Изменить размер шрифта - +
Чазова срочно вызвали из зарубежной командировки. Но он почти сразу понял, что жить Юрию Владимировичу осталось всего несколько месяцев.

17 ноября до начала заседания политбюро Черненко сказал, что состояние Андропова пока без изменений.

«Вспоминаю, что эта информация была воспринята достаточно спокойно, — писал Виталий Воротников. — Ну, заболел человек, с кем не бывает. Не чувствовалось тревоги. Хотя многие знали, каково его здоровье, чем и сколько времени он уже страдает. Мне же все это было неизвестно. Поэтому восприятие общее — поболеет и выздорове­ет... Непонятно, чем была вызвана такая уверенность. О том, что Андропов находится в Центральной клинической больнице, я узнал лишь сегодня».

Его жена, Татьяна Филипповна, тоже болела. Он просил каждый день его соединять по телефону с женой, даже писал ей стихи.

На ноябрь 1983 года был назначен пленум ЦК, Андропов до по­следней минуты надеялся, что врачи поставят его на ноги и он суме­ет выступить. Пленум постоянно откладывали на более поздний срок. Он пытался работать, вызывал к себе в больницу помощников, руково­дителей аппарата ЦК и правительства. Но силы уходили, он становил­ся немногословным и замкнутым.

Он и прежде был склонен верить слухам и сплетням, теперь его мнительность усилилась. Он вдруг позвонил своему выдвиженцу секретарю ЦК Николаю Рыжкову:

— Так вы на политбюро приняли решение о замене генерально­го секретаря?

Рыжков, боготворивший Андропова, изумился:

— Да что вы, Юрий Владимирович, об этом и речи не было!

Но Андропов не успокоился и спросил, какое материальное обеспечение ему определят, если отправят на пенсию. Николай Ивано­вич просто не знал, что ответить.

Вероятно, пишет академик Чазов, тяжело больному Андропову закралась в голову мысль, что соратники уже списали его со счетов, и он решил проверить их преданность.

Но никто в партийном руководстве и помыслить себе не мог от­править генерального секретаря на пенсию — он оставался неприкос­новенной персоной, хотя, учитывая его состояние, это было бы самым естественным шагом.

В середине ноября Андропов, впавший в депрессию, ощутивший безнадежность своего состояния, предупредил Чазова:

— Я прошу вас о моем тяжелом состоянии, о прогнозе разви­тия болезни никого не информировать, в том числе и Горбачева.
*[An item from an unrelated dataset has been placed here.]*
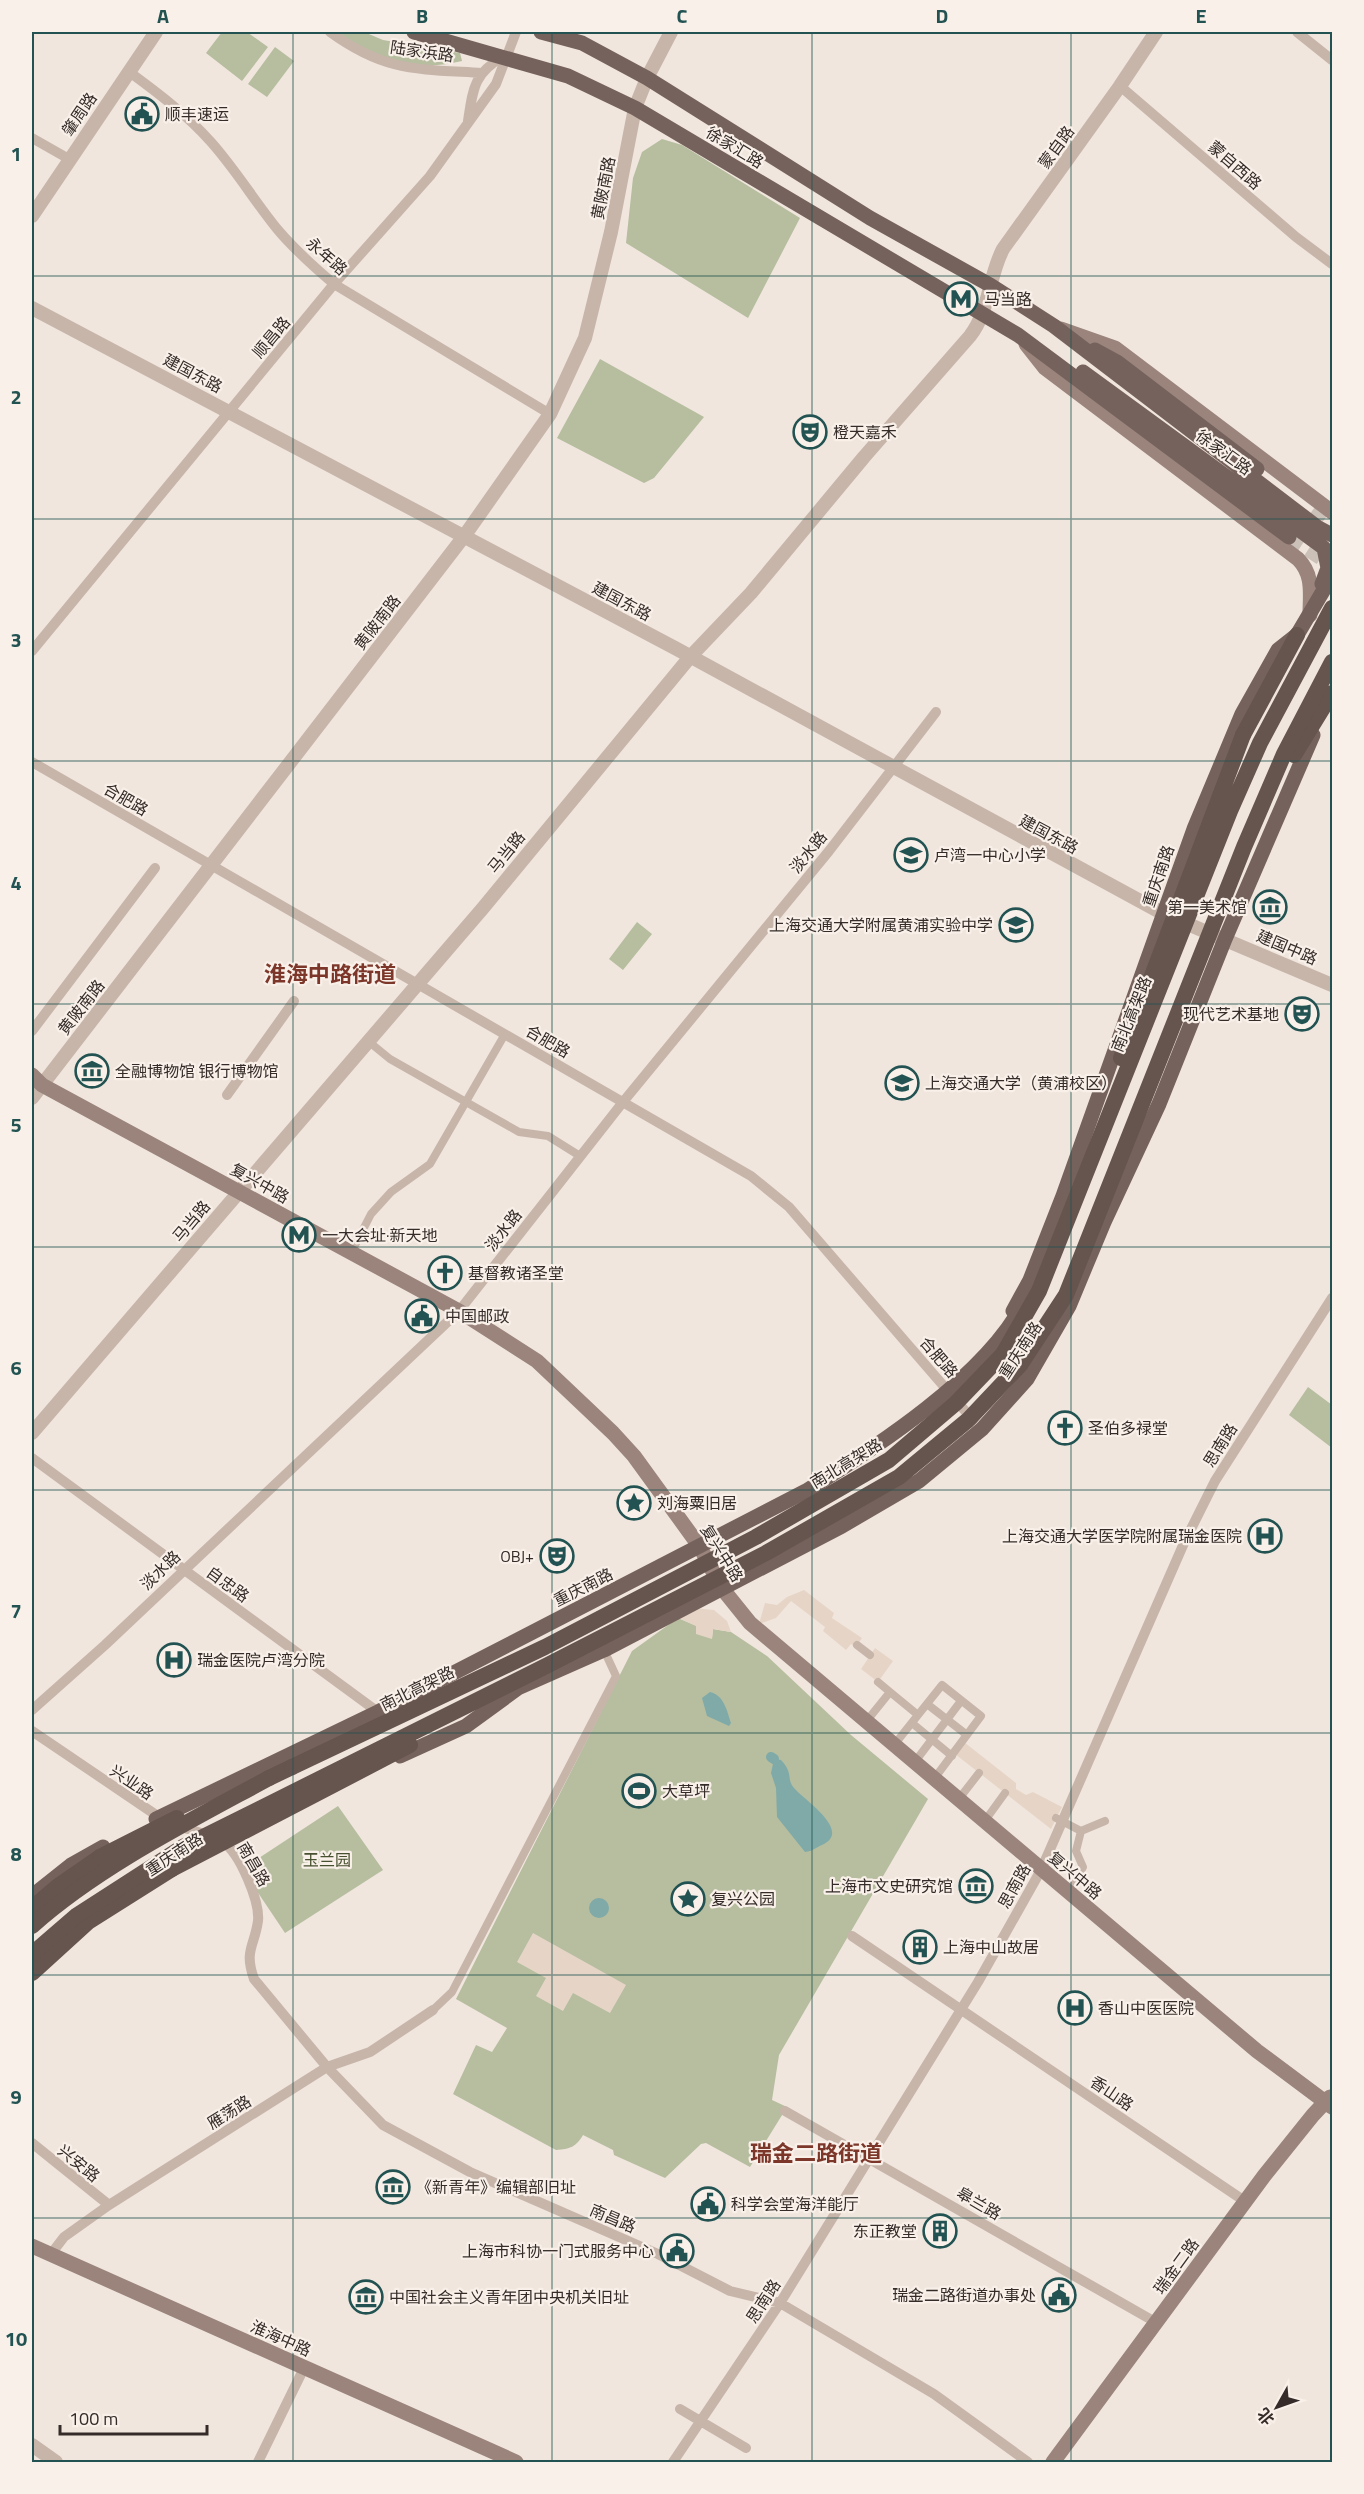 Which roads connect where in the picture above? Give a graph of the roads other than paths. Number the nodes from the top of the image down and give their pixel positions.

Если у вас возникнет необходимость посоветоваться, обращайтесь только к Дмитрию Федоровичу.

Во второй половине ноября Чазов пришел к министру обороны Устинову. Выяснилось, что Дмитрий Федорович даже не подозревал, насколько плох его друг Юрий Владимирович. Чазов почти два часа вводил министра в курс дела. На следующий день Устинов сам позво­нил Чазову и попросил его зайти еще раз.

— Знаешь, Евгений, — сказал министр обороны, — ситуация во всех отношениях очень сложная. Давай пригласим Чебрикова. Он очень близкий Юрию Владимировичу человек, и вместе посоветуемся, что де­лать. К тому же он располагает большой информацией о положении в ЦК и в стране.

Устинов не хотел в одиночку нести тяжкий груз ответственно­сти. Получалось, что он один обладал важнейшей информацией и скрыл ее от остальных членов политбюро. Через полчаса председатель КГБ уже был на улице Фрунзе. Выслушав Чазова осторожный Виктор Ми­хайлович предложил рассказать обо всем Черненко. За этим читалась простая мысль: если Андропов безнадежен, следующим руководителем станет Черненко, и от него ничего не надо скрывать.

— Ты только предупреди Константина Устиновича, — сказал Чазову министр обороны, — что информация конфиденциальная и что Юрий Владимирович просил ни с кем не обсуждать тяжесть его болез­ни...

Но чего стоили эти слова, если они уже не прислушались к просьбе умирающего Андропова? Разумеется, информация о состоянии генерального секретаря немедленно распространилась, и высокопо­ставленные чиновники под разными предлогами пытались выведать у Чазова реальное положение дел.